The Talysh Mountains, located near Kazakhbarasi, are a popular destination for hikers and nature lovers. The area is home to a variety of flora and fauna, including rare and endangered species. The Gobustan Rock Art Cultural Landscape, another nearby attraction, is a UNESCO World Heritage Site that features thousands of prehistoric rock engravings and carvings.

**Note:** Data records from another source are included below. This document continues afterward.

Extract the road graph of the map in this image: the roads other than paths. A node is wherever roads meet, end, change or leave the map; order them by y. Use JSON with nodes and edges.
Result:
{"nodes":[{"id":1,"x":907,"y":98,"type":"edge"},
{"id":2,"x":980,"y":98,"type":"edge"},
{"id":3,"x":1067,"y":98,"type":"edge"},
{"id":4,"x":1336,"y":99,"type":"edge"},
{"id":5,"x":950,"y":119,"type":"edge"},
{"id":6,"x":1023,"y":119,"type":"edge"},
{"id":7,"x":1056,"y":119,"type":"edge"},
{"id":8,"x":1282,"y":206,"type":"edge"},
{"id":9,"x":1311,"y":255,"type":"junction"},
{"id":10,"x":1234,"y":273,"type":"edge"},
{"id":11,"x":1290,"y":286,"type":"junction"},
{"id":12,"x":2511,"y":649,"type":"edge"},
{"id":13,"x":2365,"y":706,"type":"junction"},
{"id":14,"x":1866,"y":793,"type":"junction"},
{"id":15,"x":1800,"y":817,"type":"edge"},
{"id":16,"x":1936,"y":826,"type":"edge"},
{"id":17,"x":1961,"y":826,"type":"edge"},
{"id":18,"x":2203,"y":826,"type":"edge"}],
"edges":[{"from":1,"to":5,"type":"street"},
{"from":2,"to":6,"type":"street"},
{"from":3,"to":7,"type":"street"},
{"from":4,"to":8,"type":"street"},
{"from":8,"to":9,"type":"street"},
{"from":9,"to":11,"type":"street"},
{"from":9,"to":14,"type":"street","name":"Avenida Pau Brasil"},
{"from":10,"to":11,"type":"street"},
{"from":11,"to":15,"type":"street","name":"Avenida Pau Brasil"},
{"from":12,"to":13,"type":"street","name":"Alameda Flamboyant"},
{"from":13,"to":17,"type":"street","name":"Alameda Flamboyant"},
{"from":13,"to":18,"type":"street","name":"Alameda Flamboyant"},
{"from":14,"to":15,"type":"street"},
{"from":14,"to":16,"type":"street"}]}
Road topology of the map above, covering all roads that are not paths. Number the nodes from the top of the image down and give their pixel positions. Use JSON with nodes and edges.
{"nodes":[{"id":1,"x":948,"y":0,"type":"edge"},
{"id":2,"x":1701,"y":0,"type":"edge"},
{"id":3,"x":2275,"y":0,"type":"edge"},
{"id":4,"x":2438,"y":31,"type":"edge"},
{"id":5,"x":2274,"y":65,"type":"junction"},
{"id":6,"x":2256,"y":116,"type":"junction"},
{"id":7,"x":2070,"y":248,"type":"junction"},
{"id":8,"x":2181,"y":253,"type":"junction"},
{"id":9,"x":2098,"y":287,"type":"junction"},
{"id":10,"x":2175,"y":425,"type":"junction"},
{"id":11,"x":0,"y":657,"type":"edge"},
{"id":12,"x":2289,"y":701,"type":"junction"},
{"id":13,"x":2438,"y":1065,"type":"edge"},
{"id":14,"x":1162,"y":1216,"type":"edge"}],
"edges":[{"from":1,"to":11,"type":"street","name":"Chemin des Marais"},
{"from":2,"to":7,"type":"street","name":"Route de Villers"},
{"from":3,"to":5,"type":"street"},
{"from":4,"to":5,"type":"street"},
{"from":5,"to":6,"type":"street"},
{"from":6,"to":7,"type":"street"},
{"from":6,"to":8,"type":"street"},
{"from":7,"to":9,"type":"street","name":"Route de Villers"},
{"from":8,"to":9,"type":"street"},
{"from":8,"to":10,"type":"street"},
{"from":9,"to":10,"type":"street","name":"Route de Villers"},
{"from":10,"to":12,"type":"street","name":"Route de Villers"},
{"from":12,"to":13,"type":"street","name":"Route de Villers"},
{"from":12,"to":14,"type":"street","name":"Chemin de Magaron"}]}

For those interested in waterfalls, the Laton Waterfall is a must-visit destination. This beautiful waterfall is located near the village of Laza and offers stunning views of the surrounding landscape. Finally, the Ag-Gel National Park, located about 60 km from Kazakhbarasi, is a protected area that is home to a variety of wildlife, including the endangered Caucasian leopard.

Although Kazakhbarasi may not be a major tourist destination in itself, its proximity to these beautiful and historic landmarks make it a great starting point for exploring the natural and cultural treasures of Azerbaijan.